Features

The Bayesian optimization framework is very flexible, as it allows for choices in many steps of its design. To name a few of the choices that pyGPGO provides to the user:

Surrogate models pyGPGO.surrogates

The framework works by specifying a model that will approximate our target function, better after each evaluation. The most common surrogate in the literature is the Gaussian Process, but the framework is model agnostic. Some featured models are:

  • Gaussian Processes (pyGPGO.surrogates.GaussianProcess and pyGPGO.surrogates.GaussianProcessMCMC): By far the most common choice, it needs the user to specify a covariance function (detailed in the next section), measuring similarity among training examples. For a good introduction to Gaussian Processes, check [Rasmussen-Williams2004] .
  • Student-t Processes (pyGPGO.surrogates.tStudentProcess and pyGPGO.surrogates.tStudentProcessMCMC): Some functions benefit from the heavy-tailed nature of the Student-t distribution. It also requires providing a covariance function.
  • Random Forests (pyGPGO.surrogates.RandomForest): provided by sklearn, it represents a nonparametric surrogate model. Does not require specifying a covariance function. A class for Extra Random Forests is also available. Posterior variance is approximated by averaging the variance of each subtree.
  • Gradient Boosting Machines (pyGPGO.surrogates.BoostedTrees): similar to the latter, posterior variance is approximated using quantile regression.

Covariance functions pyGPGO.covfunc

These determine how similar training examples are for the surrogate model. Most of these also have hyperparameters that need to be taken into account. pyGPGO implements the most common covariance functions and its gradients w.r.t. hyperparamers, that we briefly list here.

Acquisition behaviour pyGPGO.acquisition

In each iteration of the framework, we choose the next point to evaluate according to a behaviour, dictated by what we call an acquisition function, leveraging exploration and exploitation of the sampled space. pyGPGO supports the most common acquisition functions in the literature.
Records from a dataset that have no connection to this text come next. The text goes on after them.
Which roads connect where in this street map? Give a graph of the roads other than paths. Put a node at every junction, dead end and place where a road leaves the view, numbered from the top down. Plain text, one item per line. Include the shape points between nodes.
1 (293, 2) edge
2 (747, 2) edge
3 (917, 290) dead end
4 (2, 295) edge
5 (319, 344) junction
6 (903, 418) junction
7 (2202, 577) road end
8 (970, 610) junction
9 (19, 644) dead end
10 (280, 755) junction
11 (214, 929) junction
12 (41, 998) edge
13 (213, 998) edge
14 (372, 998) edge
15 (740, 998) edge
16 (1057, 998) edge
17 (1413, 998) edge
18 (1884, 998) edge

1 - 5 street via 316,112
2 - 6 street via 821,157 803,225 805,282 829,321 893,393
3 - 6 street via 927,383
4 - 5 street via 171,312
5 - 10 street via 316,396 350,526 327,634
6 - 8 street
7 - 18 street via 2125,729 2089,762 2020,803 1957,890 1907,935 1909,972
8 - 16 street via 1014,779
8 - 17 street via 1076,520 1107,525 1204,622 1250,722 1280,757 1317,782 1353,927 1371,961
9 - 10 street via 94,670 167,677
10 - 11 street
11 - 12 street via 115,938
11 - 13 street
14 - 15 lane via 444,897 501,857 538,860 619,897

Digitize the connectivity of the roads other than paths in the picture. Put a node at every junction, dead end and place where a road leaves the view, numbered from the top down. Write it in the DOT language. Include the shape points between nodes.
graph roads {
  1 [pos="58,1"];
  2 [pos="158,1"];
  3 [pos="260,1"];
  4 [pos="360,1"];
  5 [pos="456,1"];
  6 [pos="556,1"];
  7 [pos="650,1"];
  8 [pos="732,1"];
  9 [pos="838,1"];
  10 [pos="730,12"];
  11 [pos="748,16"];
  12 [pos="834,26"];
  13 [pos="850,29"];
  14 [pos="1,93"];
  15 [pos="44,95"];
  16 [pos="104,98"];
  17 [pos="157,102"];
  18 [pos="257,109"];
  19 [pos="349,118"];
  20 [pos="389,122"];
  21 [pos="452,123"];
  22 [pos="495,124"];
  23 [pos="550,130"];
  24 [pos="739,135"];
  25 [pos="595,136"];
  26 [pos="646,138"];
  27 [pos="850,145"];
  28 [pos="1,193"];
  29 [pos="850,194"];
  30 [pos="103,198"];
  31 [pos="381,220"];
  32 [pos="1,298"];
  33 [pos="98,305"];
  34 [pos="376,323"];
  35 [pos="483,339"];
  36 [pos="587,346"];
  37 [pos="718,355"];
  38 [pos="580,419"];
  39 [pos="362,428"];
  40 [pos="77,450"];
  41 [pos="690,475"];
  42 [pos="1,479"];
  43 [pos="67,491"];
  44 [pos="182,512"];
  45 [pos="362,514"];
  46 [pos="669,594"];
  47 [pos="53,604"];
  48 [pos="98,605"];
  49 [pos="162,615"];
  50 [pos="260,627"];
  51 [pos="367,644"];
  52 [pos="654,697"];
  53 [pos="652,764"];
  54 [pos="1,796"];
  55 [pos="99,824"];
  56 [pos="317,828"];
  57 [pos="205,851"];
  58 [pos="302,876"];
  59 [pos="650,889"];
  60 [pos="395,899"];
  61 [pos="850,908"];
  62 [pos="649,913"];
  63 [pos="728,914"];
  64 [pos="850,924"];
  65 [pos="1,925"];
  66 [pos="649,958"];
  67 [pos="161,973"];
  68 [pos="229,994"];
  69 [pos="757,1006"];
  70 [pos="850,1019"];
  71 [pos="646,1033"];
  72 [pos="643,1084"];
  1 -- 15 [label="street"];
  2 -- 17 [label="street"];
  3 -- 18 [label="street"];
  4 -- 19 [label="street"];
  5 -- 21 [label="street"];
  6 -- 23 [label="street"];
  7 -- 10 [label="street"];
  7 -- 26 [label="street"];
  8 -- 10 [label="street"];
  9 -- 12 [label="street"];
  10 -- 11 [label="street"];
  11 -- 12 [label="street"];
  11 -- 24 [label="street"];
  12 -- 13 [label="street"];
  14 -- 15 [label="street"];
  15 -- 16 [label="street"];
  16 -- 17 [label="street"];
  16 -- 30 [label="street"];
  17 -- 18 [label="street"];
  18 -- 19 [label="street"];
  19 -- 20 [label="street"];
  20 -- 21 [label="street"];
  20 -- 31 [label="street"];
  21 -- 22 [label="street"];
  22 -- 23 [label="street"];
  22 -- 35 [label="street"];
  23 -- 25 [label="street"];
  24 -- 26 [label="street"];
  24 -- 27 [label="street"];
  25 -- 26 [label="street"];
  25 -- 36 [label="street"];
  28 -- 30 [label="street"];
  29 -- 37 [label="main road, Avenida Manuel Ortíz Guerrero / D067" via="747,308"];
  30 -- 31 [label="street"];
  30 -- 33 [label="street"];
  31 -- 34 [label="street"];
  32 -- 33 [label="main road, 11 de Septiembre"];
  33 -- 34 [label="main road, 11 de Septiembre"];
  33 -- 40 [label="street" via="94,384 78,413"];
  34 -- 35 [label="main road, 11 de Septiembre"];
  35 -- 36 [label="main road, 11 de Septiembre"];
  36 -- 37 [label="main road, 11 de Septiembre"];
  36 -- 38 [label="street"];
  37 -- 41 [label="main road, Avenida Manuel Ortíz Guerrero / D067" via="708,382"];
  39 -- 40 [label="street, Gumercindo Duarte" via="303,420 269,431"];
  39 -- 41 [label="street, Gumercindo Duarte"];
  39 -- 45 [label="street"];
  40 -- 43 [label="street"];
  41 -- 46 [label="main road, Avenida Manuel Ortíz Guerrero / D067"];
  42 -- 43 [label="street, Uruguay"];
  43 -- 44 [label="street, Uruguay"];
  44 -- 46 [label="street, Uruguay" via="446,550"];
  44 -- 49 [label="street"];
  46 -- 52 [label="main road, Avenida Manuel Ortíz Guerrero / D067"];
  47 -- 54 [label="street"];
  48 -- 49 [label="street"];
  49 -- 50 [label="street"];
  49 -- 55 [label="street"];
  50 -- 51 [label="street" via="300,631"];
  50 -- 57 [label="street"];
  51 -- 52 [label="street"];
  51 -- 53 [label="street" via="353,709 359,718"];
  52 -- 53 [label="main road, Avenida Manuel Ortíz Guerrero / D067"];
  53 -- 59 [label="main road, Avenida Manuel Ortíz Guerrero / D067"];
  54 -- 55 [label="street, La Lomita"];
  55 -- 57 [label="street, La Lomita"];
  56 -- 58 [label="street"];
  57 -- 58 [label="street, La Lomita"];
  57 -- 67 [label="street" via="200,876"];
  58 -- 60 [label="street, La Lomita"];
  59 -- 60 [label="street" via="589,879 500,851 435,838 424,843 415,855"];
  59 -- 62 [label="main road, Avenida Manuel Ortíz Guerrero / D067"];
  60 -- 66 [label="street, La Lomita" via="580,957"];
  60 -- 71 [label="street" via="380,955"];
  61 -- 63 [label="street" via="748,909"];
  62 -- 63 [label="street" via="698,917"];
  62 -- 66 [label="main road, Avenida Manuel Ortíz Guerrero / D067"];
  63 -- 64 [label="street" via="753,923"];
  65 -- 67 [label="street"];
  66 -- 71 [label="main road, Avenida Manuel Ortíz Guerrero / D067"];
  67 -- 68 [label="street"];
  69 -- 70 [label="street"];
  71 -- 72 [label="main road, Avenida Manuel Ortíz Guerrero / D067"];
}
  • Probability of improvement: chooses the next point according to the probability of improvement w.r.t. the best observed value.
  • Expected improvement: similar to probability of improvement, also weighes the probability by the amount improved. Naturally balances exploration and exploitation and is by far the most used acquisition function in the literature.
  • Upper confidence limit: Features a beta parameter to explicitly control the balance of exploration vs exploitation. Higher beta values would higher levels of exploration.
  • Entropy: Information-theory based acquisition function.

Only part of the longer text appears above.